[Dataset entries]
____________

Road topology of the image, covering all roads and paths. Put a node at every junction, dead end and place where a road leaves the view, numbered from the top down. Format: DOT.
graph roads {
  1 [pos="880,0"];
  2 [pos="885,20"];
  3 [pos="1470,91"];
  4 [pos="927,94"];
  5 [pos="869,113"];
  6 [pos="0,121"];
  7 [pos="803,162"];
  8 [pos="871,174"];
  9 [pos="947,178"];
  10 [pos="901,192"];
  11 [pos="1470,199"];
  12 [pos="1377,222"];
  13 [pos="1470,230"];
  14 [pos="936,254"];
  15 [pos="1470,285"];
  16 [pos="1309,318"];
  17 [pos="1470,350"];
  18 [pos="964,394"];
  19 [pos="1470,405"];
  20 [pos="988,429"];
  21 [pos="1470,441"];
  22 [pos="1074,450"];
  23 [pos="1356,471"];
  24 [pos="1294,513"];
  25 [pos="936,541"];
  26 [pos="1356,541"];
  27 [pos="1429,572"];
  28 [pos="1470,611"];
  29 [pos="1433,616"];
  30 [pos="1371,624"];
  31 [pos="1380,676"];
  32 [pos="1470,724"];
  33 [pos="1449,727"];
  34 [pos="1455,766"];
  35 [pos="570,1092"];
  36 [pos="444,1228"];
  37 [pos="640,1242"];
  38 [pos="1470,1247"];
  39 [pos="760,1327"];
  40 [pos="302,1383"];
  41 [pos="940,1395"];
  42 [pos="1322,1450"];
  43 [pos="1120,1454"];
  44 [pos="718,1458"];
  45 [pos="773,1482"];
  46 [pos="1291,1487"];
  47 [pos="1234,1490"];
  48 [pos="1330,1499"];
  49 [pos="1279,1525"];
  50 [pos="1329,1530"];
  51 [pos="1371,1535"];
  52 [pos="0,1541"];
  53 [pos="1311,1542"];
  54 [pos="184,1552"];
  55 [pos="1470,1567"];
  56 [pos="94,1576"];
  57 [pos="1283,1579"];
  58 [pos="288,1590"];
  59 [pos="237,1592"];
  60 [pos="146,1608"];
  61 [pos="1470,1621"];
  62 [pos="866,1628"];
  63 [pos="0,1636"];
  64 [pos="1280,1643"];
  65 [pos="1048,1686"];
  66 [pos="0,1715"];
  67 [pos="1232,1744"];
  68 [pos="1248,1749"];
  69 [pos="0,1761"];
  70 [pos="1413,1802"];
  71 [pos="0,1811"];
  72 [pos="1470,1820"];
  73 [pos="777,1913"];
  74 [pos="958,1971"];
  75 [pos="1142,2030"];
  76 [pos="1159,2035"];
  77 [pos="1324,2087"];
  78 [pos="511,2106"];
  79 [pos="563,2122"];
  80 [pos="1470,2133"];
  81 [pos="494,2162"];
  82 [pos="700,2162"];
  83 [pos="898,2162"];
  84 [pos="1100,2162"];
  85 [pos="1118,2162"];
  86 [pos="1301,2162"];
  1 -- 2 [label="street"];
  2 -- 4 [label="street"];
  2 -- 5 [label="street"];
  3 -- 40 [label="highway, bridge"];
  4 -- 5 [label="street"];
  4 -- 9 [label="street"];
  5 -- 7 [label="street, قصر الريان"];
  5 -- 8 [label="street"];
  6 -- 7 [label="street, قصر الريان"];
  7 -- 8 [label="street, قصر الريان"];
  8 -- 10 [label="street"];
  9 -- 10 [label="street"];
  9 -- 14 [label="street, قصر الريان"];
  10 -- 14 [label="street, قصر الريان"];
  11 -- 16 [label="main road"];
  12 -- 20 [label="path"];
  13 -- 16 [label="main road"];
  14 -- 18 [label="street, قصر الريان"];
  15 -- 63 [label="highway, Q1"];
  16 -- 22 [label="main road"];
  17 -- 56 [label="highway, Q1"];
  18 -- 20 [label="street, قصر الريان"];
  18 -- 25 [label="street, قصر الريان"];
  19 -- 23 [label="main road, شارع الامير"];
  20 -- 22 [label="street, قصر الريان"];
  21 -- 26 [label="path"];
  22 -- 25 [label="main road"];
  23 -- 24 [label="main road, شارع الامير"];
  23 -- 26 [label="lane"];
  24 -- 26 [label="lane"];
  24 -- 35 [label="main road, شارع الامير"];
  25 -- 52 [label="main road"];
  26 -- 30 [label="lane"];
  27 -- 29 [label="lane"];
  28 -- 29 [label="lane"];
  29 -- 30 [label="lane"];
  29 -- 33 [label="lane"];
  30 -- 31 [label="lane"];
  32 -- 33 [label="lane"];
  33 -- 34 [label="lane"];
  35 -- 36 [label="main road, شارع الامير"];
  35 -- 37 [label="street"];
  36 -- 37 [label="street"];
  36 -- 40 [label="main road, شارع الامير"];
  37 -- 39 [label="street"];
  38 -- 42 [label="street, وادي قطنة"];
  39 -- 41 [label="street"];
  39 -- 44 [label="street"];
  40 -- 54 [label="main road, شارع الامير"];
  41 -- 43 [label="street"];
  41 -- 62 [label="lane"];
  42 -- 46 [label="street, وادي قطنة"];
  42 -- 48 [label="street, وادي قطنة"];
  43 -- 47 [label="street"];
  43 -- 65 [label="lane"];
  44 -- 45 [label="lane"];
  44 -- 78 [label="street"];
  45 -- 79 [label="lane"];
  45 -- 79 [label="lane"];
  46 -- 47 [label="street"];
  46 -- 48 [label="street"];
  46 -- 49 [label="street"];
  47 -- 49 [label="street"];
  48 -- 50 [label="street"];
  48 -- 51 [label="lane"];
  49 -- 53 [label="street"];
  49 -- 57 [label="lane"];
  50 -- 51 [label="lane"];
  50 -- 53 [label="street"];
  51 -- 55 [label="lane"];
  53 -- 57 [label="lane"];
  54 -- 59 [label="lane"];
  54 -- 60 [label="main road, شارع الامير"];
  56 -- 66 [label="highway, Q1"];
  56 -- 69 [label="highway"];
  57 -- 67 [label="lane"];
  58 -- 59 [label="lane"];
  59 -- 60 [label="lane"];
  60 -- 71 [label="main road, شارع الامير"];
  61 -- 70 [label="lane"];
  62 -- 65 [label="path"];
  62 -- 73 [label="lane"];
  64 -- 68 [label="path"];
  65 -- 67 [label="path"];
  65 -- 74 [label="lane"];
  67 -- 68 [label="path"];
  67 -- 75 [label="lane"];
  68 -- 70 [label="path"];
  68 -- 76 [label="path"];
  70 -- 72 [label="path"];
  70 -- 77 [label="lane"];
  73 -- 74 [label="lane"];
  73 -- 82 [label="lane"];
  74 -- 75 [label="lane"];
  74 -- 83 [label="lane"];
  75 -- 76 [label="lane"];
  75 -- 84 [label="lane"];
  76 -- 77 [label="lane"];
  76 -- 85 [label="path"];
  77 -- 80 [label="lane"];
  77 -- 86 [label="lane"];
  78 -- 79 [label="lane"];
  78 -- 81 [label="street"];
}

____________

- Exercise prompt
Could you set down each entry above word for word?

- Problem solution
Road topology of the image, covering all roads and paths. Put a node at every junction, dead end and place where a road leaves the view, numbered from the top down. Format: DOT.
graph roads {
  1 [pos="880,0"];
  2 [pos="885,20"];
  3 [pos="1470,91"];
  4 [pos="927,94"];
  5 [pos="869,113"];
  6 [pos="0,121"];
  7 [pos="803,162"];
  8 [pos="871,174"];
  9 [pos="947,178"];
  10 [pos="901,192"];
  11 [pos="1470,199"];
  12 [pos="1377,222"];
  13 [pos="1470,230"];
  14 [pos="936,254"];
  15 [pos="1470,285"];
  16 [pos="1309,318"];
  17 [pos="1470,350"];
  18 [pos="964,394"];
  19 [pos="1470,405"];
  20 [pos="988,429"];
  21 [pos="1470,441"];
  22 [pos="1074,450"];
  23 [pos="1356,471"];
  24 [pos="1294,513"];
  25 [pos="936,541"];
  26 [pos="1356,541"];
  27 [pos="1429,572"];
  28 [pos="1470,611"];
  29 [pos="1433,616"];
  30 [pos="1371,624"];
  31 [pos="1380,676"];
  32 [pos="1470,724"];
  33 [pos="1449,727"];
  34 [pos="1455,766"];
  35 [pos="570,1092"];
  36 [pos="444,1228"];
  37 [pos="640,1242"];
  38 [pos="1470,1247"];
  39 [pos="760,1327"];
  40 [pos="302,1383"];
  41 [pos="940,1395"];
  42 [pos="1322,1450"];
  43 [pos="1120,1454"];
  44 [pos="718,1458"];
  45 [pos="773,1482"];
  46 [pos="1291,1487"];
  47 [pos="1234,1490"];
  48 [pos="1330,1499"];
  49 [pos="1279,1525"];
  50 [pos="1329,1530"];
  51 [pos="1371,1535"];
  52 [pos="0,1541"];
  53 [pos="1311,1542"];
  54 [pos="184,1552"];
  55 [pos="1470,1567"];
  56 [pos="94,1576"];
  57 [pos="1283,1579"];
  58 [pos="288,1590"];
  59 [pos="237,1592"];
  60 [pos="146,1608"];
  61 [pos="1470,1621"];
  62 [pos="866,1628"];
  63 [pos="0,1636"];
  64 [pos="1280,1643"];
  65 [pos="1048,1686"];
  66 [pos="0,1715"];
  67 [pos="1232,1744"];
  68 [pos="1248,1749"];
  69 [pos="0,1761"];
  70 [pos="1413,1802"];
  71 [pos="0,1811"];
  72 [pos="1470,1820"];
  73 [pos="777,1913"];
  74 [pos="958,1971"];
  75 [pos="1142,2030"];
  76 [pos="1159,2035"];
  77 [pos="1324,2087"];
  78 [pos="511,2106"];
  79 [pos="563,2122"];
  80 [pos="1470,2133"];
  81 [pos="494,2162"];
  82 [pos="700,2162"];
  83 [pos="898,2162"];
  84 [pos="1100,2162"];
  85 [pos="1118,2162"];
  86 [pos="1301,2162"];
  1 -- 2 [label="street"];
  2 -- 4 [label="street"];
  2 -- 5 [label="street"];
  3 -- 40 [label="highway, bridge"];
  4 -- 5 [label="street"];
  4 -- 9 [label="street"];
  5 -- 7 [label="street, قصر الريان"];
  5 -- 8 [label="street"];
  6 -- 7 [label="street, قصر الريان"];
  7 -- 8 [label="street, قصر الريان"];
  8 -- 10 [label="street"];
  9 -- 10 [label="street"];
  9 -- 14 [label="street, قصر الريان"];
  10 -- 14 [label="street, قصر الريان"];
  11 -- 16 [label="main road"];
  12 -- 20 [label="path"];
  13 -- 16 [label="main road"];
  14 -- 18 [label="street, قصر الريان"];
  15 -- 63 [label="highway, Q1"];
  16 -- 22 [label="main road"];
  17 -- 56 [label="highway, Q1"];
  18 -- 20 [label="street, قصر الريان"];
  18 -- 25 [label="street, قصر الريان"];
  19 -- 23 [label="main road, شارع الامير"];
  20 -- 22 [label="street, قصر الريان"];
  21 -- 26 [label="path"];
  22 -- 25 [label="main road"];
  23 -- 24 [label="main road, شارع الامير"];
  23 -- 26 [label="lane"];
  24 -- 26 [label="lane"];
  24 -- 35 [label="main road, شارع الامير"];
  25 -- 52 [label="main road"];
  26 -- 30 [label="lane"];
  27 -- 29 [label="lane"];
  28 -- 29 [label="lane"];
  29 -- 30 [label="lane"];
  29 -- 33 [label="lane"];
  30 -- 31 [label="lane"];
  32 -- 33 [label="lane"];
  33 -- 34 [label="lane"];
  35 -- 36 [label="main road, شارع الامير"];
  35 -- 37 [label="street"];
  36 -- 37 [label="street"];
  36 -- 40 [label="main road, شارع الامير"];
  37 -- 39 [label="street"];
  38 -- 42 [label="street, وادي قطنة"];
  39 -- 41 [label="street"];
  39 -- 44 [label="street"];
  40 -- 54 [label="main road, شارع الامير"];
  41 -- 43 [label="street"];
  41 -- 62 [label="lane"];
  42 -- 46 [label="street, وادي قطنة"];
  42 -- 48 [label="street, وادي قطنة"];
  43 -- 47 [label="street"];
  43 -- 65 [label="lane"];
  44 -- 45 [label="lane"];
  44 -- 78 [label="street"];
  45 -- 79 [label="lane"];
  45 -- 79 [label="lane"];
  46 -- 47 [label="street"];
  46 -- 48 [label="street"];
  46 -- 49 [label="street"];
  47 -- 49 [label="street"];
  48 -- 50 [label="street"];
  48 -- 51 [label="lane"];
  49 -- 53 [label="street"];
  49 -- 57 [label="lane"];
  50 -- 51 [label="lane"];
  50 -- 53 [label="street"];
  51 -- 55 [label="lane"];
  53 -- 57 [label="lane"];
  54 -- 59 [label="lane"];
  54 -- 60 [label="main road, شارع الامير"];
  56 -- 66 [label="highway, Q1"];
  56 -- 69 [label="highway"];
  57 -- 67 [label="lane"];
  58 -- 59 [label="lane"];
  59 -- 60 [label="lane"];
  60 -- 71 [label="main road, شارع الامير"];
  61 -- 70 [label="lane"];
  62 -- 65 [label="path"];
  62 -- 73 [label="lane"];
  64 -- 68 [label="path"];
  65 -- 67 [label="path"];
  65 -- 74 [label="lane"];
  67 -- 68 [label="path"];
  67 -- 75 [label="lane"];
  68 -- 70 [label="path"];
  68 -- 76 [label="path"];
  70 -- 72 [label="path"];
  70 -- 77 [label="lane"];
  73 -- 74 [label="lane"];
  73 -- 82 [label="lane"];
  74 -- 75 [label="lane"];
  74 -- 83 [label="lane"];
  75 -- 76 [label="lane"];
  75 -- 84 [label="lane"];
  76 -- 77 [label="lane"];
  76 -- 85 [label="path"];
  77 -- 80 [label="lane"];
  77 -- 86 [label="lane"];
  78 -- 79 [label="lane"];
  78 -- 81 [label="street"];
}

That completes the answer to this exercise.